Theory of spin-excitation anisotropy in the nematic phase of FeSe obtained from RIXS measurements

TL;DR

This paper models the high-energy spin-excitation anisotropy in FeSe's nematic phase using an itinerant approach with RPA, successfully matching recent RIXS experimental data.

Contribution

It introduces a theoretical model that explains RIXS measurements of spin-excitation anisotropy in FeSe's nematic phase, linking it to magnetic fluctuations.

Findings

The model reproduces the high-energy spin-excitation anisotropy observed in RIXS.

It demonstrates the applicability of an itinerant RPA-based approach to FeSe.

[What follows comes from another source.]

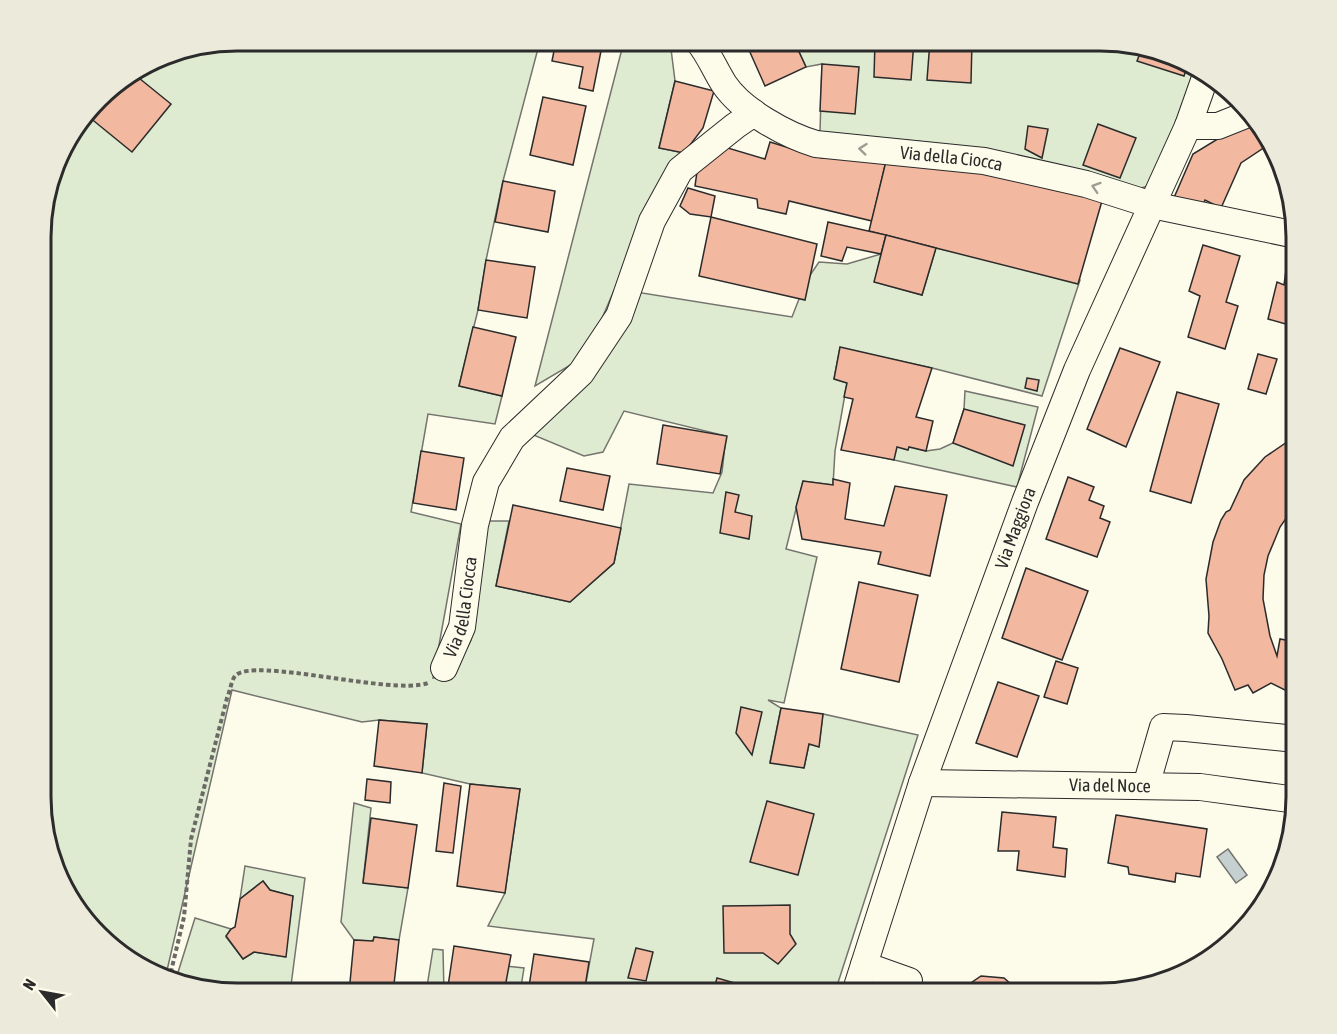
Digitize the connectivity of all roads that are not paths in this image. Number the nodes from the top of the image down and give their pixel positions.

The calculated RIXS cross section aligns with experimental data.

Abstract

Recent resonant inelastic x-ray scattering (RIXS) experiments have detected a significant high-energy spin-excitation anisotropy in the nematic phase of the enigmatic iron-based superconductor FeSe, whose origin remains controversial. We apply an itinerant model previously used to describe the spin-excitation anisotropy as measured by neutron scattering measurements, with magnetic fluctuations included within the RPA approximation. The calculated RIXS cross section exhibits overall agreement with the RIXS data, including the high energy spin-excitation anisotropy.